The path of accumulation itself is reached when you attain to some degree a clear apprehension of the meaning of impermanence, suffering, emptiness and selflessness. This is called "the dhyana of incipient, approximating conduct". Then, through developing the power of meditation and the power of accumulating merit, you will have experience of form as being hollow and so forth. You will realise that the five aggregates are like an illusion and will gradually achieve a clear apprehension of the selflessness of phenomena. This is called "the dhyana that thoroughly distinguishes the meaning".

[...]

At first, until you grasp the essential point of the path, there will be some degrees of challenge in your practice. Therefore, it is important that you give up all other activities and apply yourself assiduously and exclusively to the practice of meditation. After a time, although you need to work on increasing your effort, the practice will become easier. At that time, broaden your activities: accumulate merit in a variety of ways and make a variety of aspiration prayers.

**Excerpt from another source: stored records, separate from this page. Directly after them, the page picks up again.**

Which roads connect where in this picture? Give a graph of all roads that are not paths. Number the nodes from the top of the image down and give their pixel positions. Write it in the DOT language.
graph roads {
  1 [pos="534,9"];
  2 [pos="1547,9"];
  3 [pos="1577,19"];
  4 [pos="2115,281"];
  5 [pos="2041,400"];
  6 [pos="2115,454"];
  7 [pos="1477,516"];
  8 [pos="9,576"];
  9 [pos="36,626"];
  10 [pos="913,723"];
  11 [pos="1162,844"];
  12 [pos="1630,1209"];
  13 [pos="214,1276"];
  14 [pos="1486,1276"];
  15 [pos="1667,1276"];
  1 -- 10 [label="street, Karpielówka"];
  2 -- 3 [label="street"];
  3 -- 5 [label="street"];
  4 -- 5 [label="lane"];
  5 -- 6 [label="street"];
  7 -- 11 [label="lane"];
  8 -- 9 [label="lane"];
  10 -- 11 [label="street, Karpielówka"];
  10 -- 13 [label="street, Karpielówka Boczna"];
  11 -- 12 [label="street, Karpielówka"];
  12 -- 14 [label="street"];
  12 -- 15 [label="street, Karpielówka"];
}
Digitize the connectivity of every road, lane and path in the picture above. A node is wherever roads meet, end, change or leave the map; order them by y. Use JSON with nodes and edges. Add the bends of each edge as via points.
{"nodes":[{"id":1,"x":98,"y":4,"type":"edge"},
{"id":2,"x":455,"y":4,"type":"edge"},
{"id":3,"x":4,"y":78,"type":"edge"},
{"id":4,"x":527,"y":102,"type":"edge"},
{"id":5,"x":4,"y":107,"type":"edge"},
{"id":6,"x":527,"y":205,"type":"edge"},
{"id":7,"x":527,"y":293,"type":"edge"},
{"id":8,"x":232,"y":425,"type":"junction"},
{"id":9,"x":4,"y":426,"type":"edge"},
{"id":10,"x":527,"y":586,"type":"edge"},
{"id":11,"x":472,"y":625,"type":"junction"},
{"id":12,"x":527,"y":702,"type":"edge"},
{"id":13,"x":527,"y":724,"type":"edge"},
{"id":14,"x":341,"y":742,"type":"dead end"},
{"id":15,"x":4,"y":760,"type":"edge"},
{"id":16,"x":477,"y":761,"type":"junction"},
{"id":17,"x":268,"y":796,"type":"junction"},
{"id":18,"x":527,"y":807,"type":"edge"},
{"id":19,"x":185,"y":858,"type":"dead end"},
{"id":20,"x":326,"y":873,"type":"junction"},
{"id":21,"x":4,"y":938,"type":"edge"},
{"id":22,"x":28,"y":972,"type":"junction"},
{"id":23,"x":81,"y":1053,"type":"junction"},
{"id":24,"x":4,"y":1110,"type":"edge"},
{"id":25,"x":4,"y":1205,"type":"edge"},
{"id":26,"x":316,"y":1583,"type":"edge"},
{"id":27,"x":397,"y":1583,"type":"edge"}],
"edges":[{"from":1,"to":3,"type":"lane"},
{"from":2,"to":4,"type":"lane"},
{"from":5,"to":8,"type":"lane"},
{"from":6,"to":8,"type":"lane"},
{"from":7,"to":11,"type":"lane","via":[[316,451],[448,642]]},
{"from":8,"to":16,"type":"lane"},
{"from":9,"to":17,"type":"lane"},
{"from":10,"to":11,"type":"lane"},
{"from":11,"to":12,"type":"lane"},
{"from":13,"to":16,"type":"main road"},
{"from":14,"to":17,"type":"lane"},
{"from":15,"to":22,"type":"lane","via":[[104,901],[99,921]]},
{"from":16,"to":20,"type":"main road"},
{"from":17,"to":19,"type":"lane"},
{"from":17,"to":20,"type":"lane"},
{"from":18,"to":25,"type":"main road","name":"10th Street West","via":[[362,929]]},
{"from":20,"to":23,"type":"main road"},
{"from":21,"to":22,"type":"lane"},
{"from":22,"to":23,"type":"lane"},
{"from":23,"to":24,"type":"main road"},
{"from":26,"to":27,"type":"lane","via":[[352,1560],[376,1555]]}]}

By training your mind in this way, the path of joining will arise. By its own impetus, this wisdom will develop and become easy to engage with. At this stage, there is a great deal of subtle negative karma to abandon, of hindrances to be dispelled and of enhancement to be refined. Then, gradually, the wisdom that directly realises the true nature of all phenomena will arise. You will then experience only happiness upon happiness.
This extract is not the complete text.